Lo! Prior hastens with his motley crew, To pour the foaming liquor to our view: Clasps his firm hand in all a Butler’s pride The cup no Brasenose Fellow e’er denied: Yet secret triumph o’er his brow has cast That Ale the sweetest, as that brew the last! “Away, ye lighter drinks! ye swipes, away, Where masters bully, and where boys obey,” The brewer cried; and taught the Ale to live With all the charms that malt and hops could give. Warm’d at his touch, behold the vapours rise In all their genuine fragrance to the skies: No beer-shops bev’rage, such as Cockneys buy, Foul to the taste, and loathsome to the eye; No dingy mixture, vulgarly call’d swipes; No quassia juice, promoter of the gripes; But true proportions of good hops and malt, Mingled with care, then stow’d within the vault: The hue that tells its potency—the scent That breathes as if from blest Arabia sent. Still o’er his Ale fond Prior hangs confest, And joy and triumph swell his manly breast.

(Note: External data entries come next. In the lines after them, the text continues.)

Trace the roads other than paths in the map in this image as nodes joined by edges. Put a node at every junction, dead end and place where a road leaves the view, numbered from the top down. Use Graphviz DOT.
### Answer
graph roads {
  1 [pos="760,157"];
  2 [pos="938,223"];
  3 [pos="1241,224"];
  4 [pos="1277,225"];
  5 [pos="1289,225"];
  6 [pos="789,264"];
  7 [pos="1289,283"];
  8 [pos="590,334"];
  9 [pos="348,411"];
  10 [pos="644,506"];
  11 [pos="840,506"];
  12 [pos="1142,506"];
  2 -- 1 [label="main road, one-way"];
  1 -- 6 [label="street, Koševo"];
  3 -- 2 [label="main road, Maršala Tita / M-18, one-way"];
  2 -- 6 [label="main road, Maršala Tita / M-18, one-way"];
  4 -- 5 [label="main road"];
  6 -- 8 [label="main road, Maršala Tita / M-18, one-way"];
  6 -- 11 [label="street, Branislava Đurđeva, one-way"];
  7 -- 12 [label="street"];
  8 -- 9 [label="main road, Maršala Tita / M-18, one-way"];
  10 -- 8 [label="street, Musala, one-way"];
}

Such, glorious liquor of the olden time, When to be drunk with Ale was deem’d no crime; When in the morn and eve and mid-day stood Upon our fathers’ boards old English food; Such hast thou been, ’mid war and change the same, Link’d with the poet’s and the scholar’s name, Mellow’d by age—but still with flavour higher, The pride of Brasenose, and the boast of Prior.

How Brasenose College came by its peculiar name is a much disputed point. There is a legend that in the far-off time of long ago certain students of the temporary university at Stamford, the iron ring of whose door-knocker was fitted in a nose of brass, migrated to Oxford, {167} and there set up a brazen nose over the entrance of their college as a souvenir of their former abode. Equally plausible is the tradition that upon the site of the college brewery once stood King Alfred’s brasinium (brewhouse), and that the name, clinging to the place through all the changes and chances of a thousand years, now appears under the slightly modified form of Brasenose. If the latter theory be correct, the Shrovetide feast and the yearly ode in praise of Brasenose Ale may be attributed to the desire to keep green the memory of the famous brewhouse of the good King, and the mighty liquor therein brewed for the royal table.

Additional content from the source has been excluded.